Its frightening to realize that every 4 hours a forest the size of Manhattan is lost to the world.

According to Conservation International and other environmental experts climate change — caused by carbon dioxide and other greenhouse gas emissions — threatens species, biodiversity and life on Earth as we know it. The destruction of tropical forests across the globe contribute as much as 20% of the world’s greenhouse gas emissions ( more than all the world’s cars, trucks, and airplanes combined) and advances climate change. Human activity is the main cause of deforestation, usually tied to economic development, increasing consumption rates – in both developed and developing countries – and extractive industries such as logging. It is important that we consider using alteratives to virgin timber from rainforests and forests. Always look at sourcing reclaimed or recycled timber furniture or timbers that are FSC sourced.

One of the most important things we can do to improve the climate is to work towards conserving forests — the lungs of the Earth. New York Times columnist Tom Friedman in his new book Hot, Flat, and Crowded, explains how protecting forests is among the quickest and most cost effective solutions available to us to assist in the slow down of climate change. It can be put into effect immediately. Unfortunately, every day beautiful pristine jungles (home to wildlife, ecosystems, and over half of all the species on Earth) are burned and cleared for farming and ranching, or for plantations to produce biofuel crops.

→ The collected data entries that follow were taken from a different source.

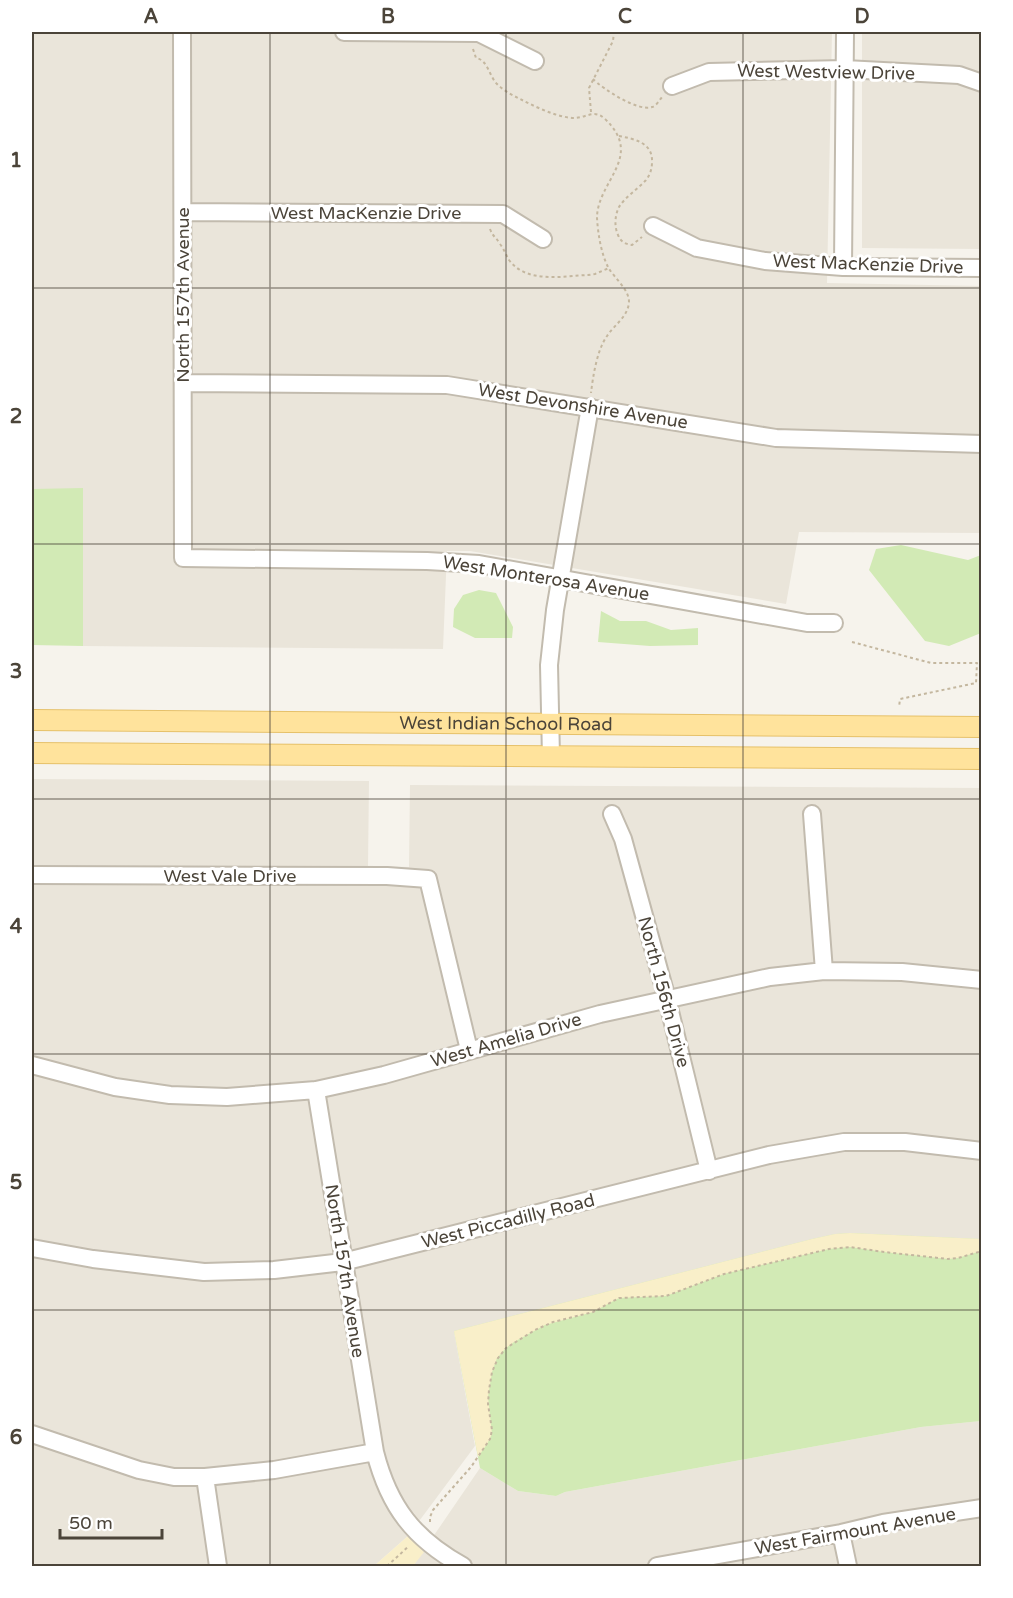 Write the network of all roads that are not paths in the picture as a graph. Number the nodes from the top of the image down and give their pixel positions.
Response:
1 (182, 32) edge
2 (344, 32) edge
3 (367, 32) edge
4 (845, 32) edge
5 (536, 61) dead end
6 (845, 69) junction
7 (981, 83) edge
8 (672, 86) road end
9 (183, 212) junction
10 (653, 226) road end
11 (543, 239) dead end
12 (843, 267) junction
13 (981, 268) edge
14 (183, 383) junction
15 (590, 407) junction
16 (981, 444) edge
17 (183, 558) joint
18 (561, 579) junction
19 (834, 623) dead end
20 (32, 720) edge
21 (550, 724) junction
22 (981, 727) edge
23 (32, 753) edge
24 (551, 757) junction
25 (981, 759) edge
26 (612, 814) dead end
27 (812, 814) dead end
28 (32, 875) edge
29 (824, 971) junction
30 (981, 980) edge
31 (667, 999) junction
32 (469, 1050) junction
33 (32, 1065) edge
34 (316, 1090) junction
35 (981, 1151) edge
36 (709, 1171) junction
37 (32, 1248) edge
38 (343, 1262) junction
39 (32, 1434) edge
40 (375, 1452) junction
41 (205, 1477) junction
42 (981, 1508) edge
43 (841, 1533) junction
44 (218, 1566) edge
45 (464, 1566) edge
46 (658, 1566) edge
47 (848, 1566) edge

1 - 9 street, North 157th Avenue
2 - 3 street
3 - 5 street
4 - 6 street
6 - 7 street, West Westview Drive
6 - 8 street, West Westview Drive
6 - 12 street
9 - 11 street, West MacKenzie Drive
9 - 14 street, North 157th Avenue
10 - 12 street, West MacKenzie Drive
12 - 13 street, West MacKenzie Drive
14 - 15 street, West Devonshire Avenue
14 - 17 street, North 157th Avenue
15 - 16 street, West Devonshire Avenue
15 - 18 street
17 - 18 street, West Monterosa Avenue
18 - 19 street, West Monterosa Avenue
18 - 21 street
20 - 21 main road, West Indian School Road
21 - 22 main road, West Indian School Road
21 - 24 street
23 - 24 main road, West Indian School Road
24 - 25 main road, West Indian School Road
26 - 31 street, North 156th Drive
27 - 29 street
28 - 32 street, West Vale Drive
29 - 30 street, West Amelia Drive
29 - 31 street, West Amelia Drive
31 - 32 street, West Amelia Drive
31 - 36 street, North 156th Drive
32 - 34 street, West Amelia Drive
33 - 34 street, West Amelia Drive
34 - 38 street, North 157th Avenue
35 - 36 street, West Piccadilly Road
36 - 38 street, West Piccadilly Road
37 - 38 street, West Piccadilly Road
38 - 40 street, North 157th Avenue
39 - 41 street
40 - 41 street
40 - 45 street
41 - 44 street
42 - 43 street, West Fairmount Avenue
43 - 46 street, West Fairmount Avenue
43 - 47 street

It has been reported that loggers extract more trees than the forest can reproduce, destroying ecosystems and leaving roads that invite other exploitative forces.

Forests are important ecosystems in the balance of nature, providing a multitude of resources and services essential to all people the relentless and ongoing destruction of habitat and resources not only lead to increases in climate change but also can lead to the displacement of people who depend and live within these beautiful eco systems. Where do people like this go to? Where do they end up? This impact results in poverty and social displacement and in turn instability.

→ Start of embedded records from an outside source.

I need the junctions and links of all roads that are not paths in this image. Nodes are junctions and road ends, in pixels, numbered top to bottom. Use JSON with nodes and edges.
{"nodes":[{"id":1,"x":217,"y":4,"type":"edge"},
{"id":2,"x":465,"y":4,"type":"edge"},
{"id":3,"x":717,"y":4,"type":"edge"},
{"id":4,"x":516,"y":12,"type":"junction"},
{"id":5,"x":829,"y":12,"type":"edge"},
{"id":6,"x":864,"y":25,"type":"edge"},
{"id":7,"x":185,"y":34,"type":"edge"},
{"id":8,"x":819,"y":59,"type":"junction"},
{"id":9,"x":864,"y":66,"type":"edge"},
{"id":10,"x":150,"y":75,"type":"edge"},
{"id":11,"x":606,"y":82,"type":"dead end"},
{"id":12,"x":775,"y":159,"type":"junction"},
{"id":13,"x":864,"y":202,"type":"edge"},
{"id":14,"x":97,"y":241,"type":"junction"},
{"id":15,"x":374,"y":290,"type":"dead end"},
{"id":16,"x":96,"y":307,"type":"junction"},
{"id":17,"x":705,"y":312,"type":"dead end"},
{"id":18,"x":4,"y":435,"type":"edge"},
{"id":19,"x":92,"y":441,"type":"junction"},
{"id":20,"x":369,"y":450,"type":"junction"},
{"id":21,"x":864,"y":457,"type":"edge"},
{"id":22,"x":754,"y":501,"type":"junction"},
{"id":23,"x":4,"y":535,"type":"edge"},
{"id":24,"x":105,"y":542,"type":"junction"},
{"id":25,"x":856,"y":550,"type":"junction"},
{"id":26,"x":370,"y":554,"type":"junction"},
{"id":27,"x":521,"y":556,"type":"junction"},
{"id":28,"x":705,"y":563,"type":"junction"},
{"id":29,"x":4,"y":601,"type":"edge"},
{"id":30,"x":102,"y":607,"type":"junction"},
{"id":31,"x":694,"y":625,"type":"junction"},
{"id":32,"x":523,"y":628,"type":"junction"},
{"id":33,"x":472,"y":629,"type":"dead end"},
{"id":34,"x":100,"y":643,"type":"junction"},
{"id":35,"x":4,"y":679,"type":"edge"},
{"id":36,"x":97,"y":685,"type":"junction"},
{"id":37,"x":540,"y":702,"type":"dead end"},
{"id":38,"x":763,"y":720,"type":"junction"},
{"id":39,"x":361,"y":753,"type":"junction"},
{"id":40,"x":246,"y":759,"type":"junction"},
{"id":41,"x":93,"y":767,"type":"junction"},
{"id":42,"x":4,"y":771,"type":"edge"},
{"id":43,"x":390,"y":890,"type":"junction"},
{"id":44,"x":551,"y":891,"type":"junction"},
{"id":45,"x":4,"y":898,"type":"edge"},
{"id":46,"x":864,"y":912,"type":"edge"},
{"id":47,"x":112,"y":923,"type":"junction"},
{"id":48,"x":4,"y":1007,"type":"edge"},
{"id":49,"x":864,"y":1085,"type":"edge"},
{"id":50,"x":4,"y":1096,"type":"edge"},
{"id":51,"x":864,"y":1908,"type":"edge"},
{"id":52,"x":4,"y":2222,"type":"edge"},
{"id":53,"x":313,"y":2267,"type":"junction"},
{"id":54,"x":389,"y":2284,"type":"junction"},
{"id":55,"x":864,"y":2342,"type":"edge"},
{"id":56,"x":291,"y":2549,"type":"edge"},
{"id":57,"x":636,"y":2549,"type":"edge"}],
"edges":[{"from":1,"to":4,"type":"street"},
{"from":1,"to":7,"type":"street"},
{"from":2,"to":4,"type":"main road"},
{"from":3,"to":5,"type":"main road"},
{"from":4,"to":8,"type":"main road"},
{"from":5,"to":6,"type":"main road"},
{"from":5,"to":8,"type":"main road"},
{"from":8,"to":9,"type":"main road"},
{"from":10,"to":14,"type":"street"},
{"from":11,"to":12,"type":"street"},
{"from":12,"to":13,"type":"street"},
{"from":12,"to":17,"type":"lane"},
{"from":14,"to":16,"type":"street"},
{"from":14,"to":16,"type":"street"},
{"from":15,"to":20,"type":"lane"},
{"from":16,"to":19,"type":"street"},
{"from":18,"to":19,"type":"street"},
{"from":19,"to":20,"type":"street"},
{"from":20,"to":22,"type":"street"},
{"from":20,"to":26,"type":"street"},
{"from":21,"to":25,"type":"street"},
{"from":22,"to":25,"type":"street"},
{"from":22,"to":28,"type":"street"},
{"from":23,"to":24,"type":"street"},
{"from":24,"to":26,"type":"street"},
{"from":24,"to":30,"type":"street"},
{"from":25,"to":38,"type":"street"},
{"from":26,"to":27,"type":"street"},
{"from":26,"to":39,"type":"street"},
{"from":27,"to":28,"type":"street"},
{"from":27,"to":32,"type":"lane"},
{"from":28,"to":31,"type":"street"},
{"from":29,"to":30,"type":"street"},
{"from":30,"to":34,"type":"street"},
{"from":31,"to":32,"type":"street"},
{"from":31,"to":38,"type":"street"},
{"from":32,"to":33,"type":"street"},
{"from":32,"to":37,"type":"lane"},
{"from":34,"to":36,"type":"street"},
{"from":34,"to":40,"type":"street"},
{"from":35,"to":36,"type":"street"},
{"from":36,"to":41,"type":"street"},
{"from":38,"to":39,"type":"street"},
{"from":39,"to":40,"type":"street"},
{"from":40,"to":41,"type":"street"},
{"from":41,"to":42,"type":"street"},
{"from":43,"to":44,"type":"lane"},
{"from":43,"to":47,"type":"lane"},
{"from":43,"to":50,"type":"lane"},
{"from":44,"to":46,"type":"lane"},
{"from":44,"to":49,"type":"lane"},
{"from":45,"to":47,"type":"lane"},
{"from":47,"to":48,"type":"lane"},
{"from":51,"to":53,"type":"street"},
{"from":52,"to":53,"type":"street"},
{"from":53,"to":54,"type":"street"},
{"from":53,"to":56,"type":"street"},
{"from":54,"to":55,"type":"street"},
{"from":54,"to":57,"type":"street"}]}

According to the Intergovernmental Panel on Climate Change, halting deforestation and restoring already degraded areas while adopting more forest-friendly agriculture and management practices would prevent the emission of more than 300 billion tons of carbon dioxide over the next 40 years (that is more than total U.S. emissions over that same period, based on current levels).

For further information I recommend you go to http://www.conservation.org where you can donate or protect an acre for $15.00 US Dollars.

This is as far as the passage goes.